Push the issue and Slattery will give himself more credit. Perhaps that forgetfulness wasn’t a product of nerves but the preternatural calm the pride of West Minot showed all week.
Sure, Walp shot 33 on the front nine. What of it? That’s what Slattery’s poker face conveyed after his could-have-been-much-worse 36.
“I hit the same clubs on every tee, every day,” Slattery said. “I didn’t get overly aggressive.”
The one exception might have been an erratic 3-wood that wound up in the woods off the 10th tee, resting atop a pile of mulch.
After seeking a ruling and praying for relief that never came, Slattery chose not to channel the no-guts, no-glory sensibilities of Phil Mickelson or Greg Norman and simply chipped onto the fairway.
When Walp missed a short birdie putt, a would-be disaster remained only a two-shot deficit.
“I just punched out, took my medicine, made a five and got out of there. That’s how you’ve got to play this course,” Slattery said. “You can’t try to get too much out of it. If you’re going to make a bogey, just make a bogey and move on.”
Six pars, two birdies and the hoisting of a crystal vase followed. Slattery’s score of 2-under 214 warded off Walp by one stroke.
The 25-year-old golf instructor with fewer years of competitive golf experience than most of the teenagers entered in the tournament — he gravitated to the game as a senior at Poland Regional High School — became Martindale Country Club’s first state champ since the great Ralph Noel, 33 years ago.
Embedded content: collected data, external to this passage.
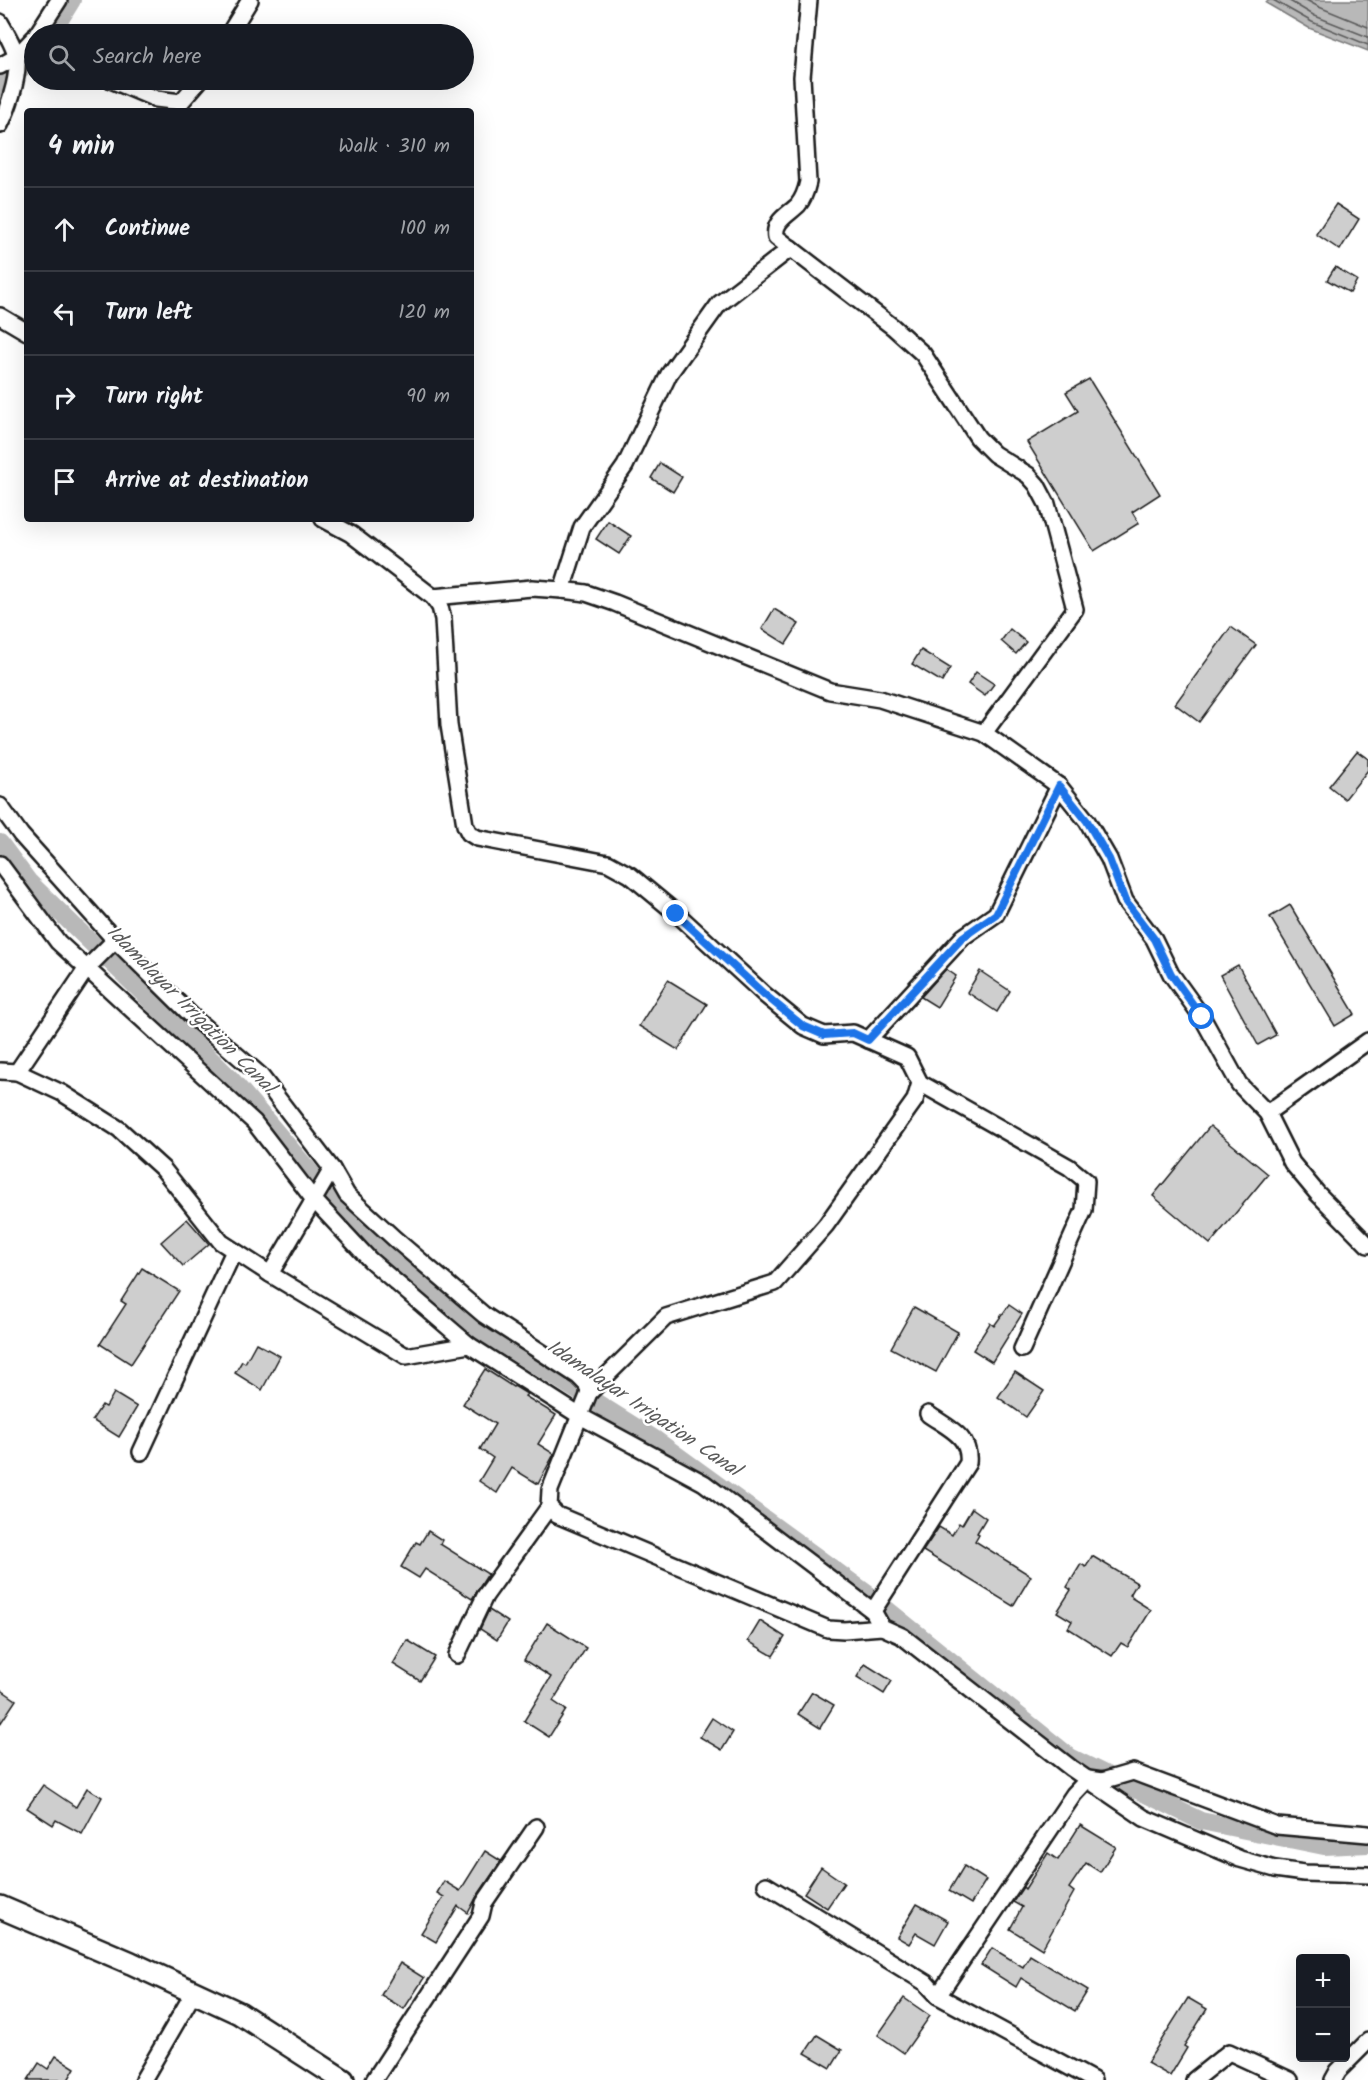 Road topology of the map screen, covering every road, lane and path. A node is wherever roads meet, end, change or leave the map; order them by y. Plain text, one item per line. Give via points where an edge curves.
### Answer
1 (58, 0) edge
2 (250, 0) edge
3 (809, 0) edge
4 (44, 24) edge
5 (235, 24) edge
6 (3, 27) edge
7 (24, 35) edge
8 (24, 51) edge
9 (17, 59) junction
10 (0, 66) edge
11 (135, 90) edge
12 (191, 90) edge
13 (0, 125) edge
14 (791, 248) junction
15 (0, 316) edge
16 (24, 330) edge
17 (329, 522) edge
18 (562, 590) junction
19 (433, 597) junction
20 (984, 733) junction
21 (1059, 786) junction
22 (0, 806) edge
23 (0, 864) edge
24 (115, 940) junction
25 (87, 968) junction
26 (868, 1040) junction
27 (1368, 1041) edge
28 (0, 1071) edge
29 (17, 1072) junction
30 (921, 1083) junction
31 (1267, 1113) junction
32 (332, 1169) junction
33 (314, 1200) junction
34 (1368, 1245) edge
35 (234, 1251) junction
36 (270, 1274) junction
37 (469, 1345) junction
38 (1022, 1349) dead end
39 (589, 1393) junction
40 (928, 1414) dead end
41 (580, 1416) junction
42 (141, 1452) dead end
43 (549, 1508) junction
44 (873, 1611) junction
45 (882, 1627) junction
46 (457, 1655) dead end
47 (1095, 1780) junction
48 (536, 1827) dead end
49 (1368, 1834) edge
50 (1368, 1875) edge
51 (766, 1886) dead end
52 (0, 1907) edge
53 (194, 1992) junction
54 (938, 1996) junction
55 (1368, 2041) edge
56 (142, 2080) edge
57 (343, 2080) edge
58 (374, 2080) edge
59 (1093, 2080) edge
60 (1194, 2080) edge
61 (1290, 2080) edge
62 (1333, 2080) edge

1 - 4 street
2 - 5 street
3 - 14 street via 802,77 808,182 800,204 775,229 776,237
6 - 7 street
6 - 9 street
8 - 9 street
9 - 10 street
9 - 13 street via 10,105
11 - 12 street via 156,99 181,102
14 - 18 street via 720,304 669,374 625,466 582,527
14 - 20 street via 923,354 978,438 994,454 1028,475 1047,504 1075,609
15 - 16 street
17 - 19 street via 351,534
18 - 19 street via 532,588
18 - 20 street via 615,603 830,691 880,699
19 - 26 street via 441,607 443,619 449,724 469,833 477,838 608,863 630,875 803,1026 824,1035 853,1033
20 - 21 street
21 - 26 street via 996,914 963,937
21 - 31 street via 1087,821 1109,859 1125,901 1154,939 1171,974 1202,1017 1239,1084
22 - 24 street
23 - 25 street via 58,942
24 - 25 street
24 - 32 street via 195,1019 260,1075
25 - 29 street
25 - 33 street via 254,1122
26 - 30 street via 907,1057
27 - 31 street
28 - 29 street
29 - 35 street via 62,1093 119,1129 163,1169 221,1242
30 - 38 street via 1069,1167 1086,1181 1084,1210
30 - 39 street via 915,1100 826,1225 775,1284 666,1317
31 - 34 street via 1292,1163
32 - 33 street
32 - 39 street via 347,1195 395,1239 484,1315 578,1376
33 - 36 street
33 - 37 street via 370,1260
35 - 36 street
35 - 42 street
36 - 37 street via 406,1356
37 - 41 street
39 - 41 street
40 - 44 street via 962,1437 969,1451 968,1463
41 - 43 street via 550,1490
41 - 44 street via 704,1484
43 - 45 street via 557,1515 828,1629
43 - 46 street via 485,1596
44 - 45 street
45 - 47 street via 902,1636
47 - 49 street via 1133,1773 1277,1826
47 - 50 street via 1144,1818 1240,1859 1304,1873
47 - 54 street via 1074,1794
48 - 58 street
51 - 54 street via 926,1983
52 - 53 main road
53 - 56 street
53 - 57 main road via 239,2013
54 - 59 street
55 - 62 street
60 - 61 street via 1229,2052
“Especially on a course this hard, you just try to hang in there and be patient,” Slattery said. “Not so much waiting for (Walp) to make a mistake, but waiting for the par-5s where I could make a couple of birdies. It was a long round of golf. After two, you’ve still got 16 holes left, and out here that’s a lot. That is a lot of golf. I played the way I played every round. I didn’t play scared.”